Existing prod pipeline (cloudbuild.yaml) has 8 gates and MUST NOT be rewritten. References:

  • SHA verification (Git commit SHA in image metadata)
  • Trivy vulnerability scanning
  • Flyway migration validation
  • Cloud Build native approval (approval_required=true in modules/build/main.tf)
  • Smoke tests (health endpoint + web homepage)
  • Gradual traffic rollout (0% → 100%)
  • Rollback on smoke test failure

Prod pipeline is BLOCKED on OCD-5 (bilko-db Cloud SQL instance does not exist — requires CEO approval for provisioning).

Triggers

Trigger Name Filename Branch/Tag Approval Service Account
bilko-stage-auto-deploy infrastructure/gcp/cloudbuild-stage.yaml ^main$ No (auto-deploy) [email protected]
bilko-main-deploy infrastructure/gcp/cloudbuild.yaml v* (semver tag) Yes (Cloud Build UI) [email protected]

GCP project: tribal-sign-487920-k0, region: europe-north1

Open Risks — 5 CEO Decisions Required

These items require CEO judgment and are NOT resolved in this implementation:

OCD-1: bilko-api Build Pipeline Gap

Status: OPEN — BLOCKER for API continuous delivery

Current state: bilko-api-stage is live and serving traffic at https://bilko-api-stage-dh4m46blja-lz.a.run.app/api/v1 with image api:stage-b7e8a59. No Cloud Build pipeline exists for the Kotlin/Ktor API. Dockerfile path unconfirmed.

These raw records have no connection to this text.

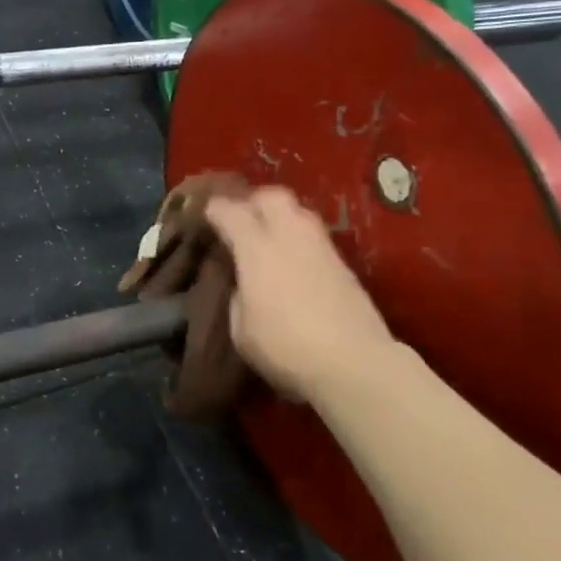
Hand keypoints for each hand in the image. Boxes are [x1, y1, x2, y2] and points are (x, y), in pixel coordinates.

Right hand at [204, 187, 396, 400]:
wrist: (355, 364)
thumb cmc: (286, 349)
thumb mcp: (241, 330)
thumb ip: (236, 296)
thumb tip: (242, 284)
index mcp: (257, 250)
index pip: (230, 212)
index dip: (214, 209)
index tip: (205, 214)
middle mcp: (290, 237)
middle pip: (271, 196)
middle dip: (253, 202)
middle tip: (240, 220)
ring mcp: (321, 247)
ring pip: (298, 210)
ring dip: (280, 216)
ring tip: (267, 238)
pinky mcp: (343, 263)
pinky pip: (314, 235)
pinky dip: (298, 238)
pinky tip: (292, 260)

Impact: Stage cloudbuild-stage.yaml deploy-api-stage step redeploys the EXISTING API image only — cannot build new API images. API deployments must be manual via gcloud run deploy until resolved.

CEO decisions needed:

  1. What is the canonical Dockerfile path for apps/api?
  2. Should API have its own Cloud Build step in cloudbuild-stage.yaml or a separate trigger?
  3. Is bilko-api currently deployed manually via gcloud run deploy?

OCD-2: Stage Hostname — bilko-stage.alai.no vs Raw .run.app URL

Status: OPEN — affects CORS configuration

Current state: ENV-MATRIX.md CORS_ORIGINS for staging references staging.bilko.io (STALE). terraform.tfvars stage_api_url points to raw .a.run.app URL. Stage pipeline uses raw .run.app URL as default.

Impact: Frontend CORS errors if staging.bilko.io DNS is ever pointed at stage services.

CEO decision needed: Should bilko-stage.alai.no be the canonical stage hostname? If yes: Cloudflare DNS entry (manual — not in Bilko TF stack) + CORS_ORIGINS update required via separate MC.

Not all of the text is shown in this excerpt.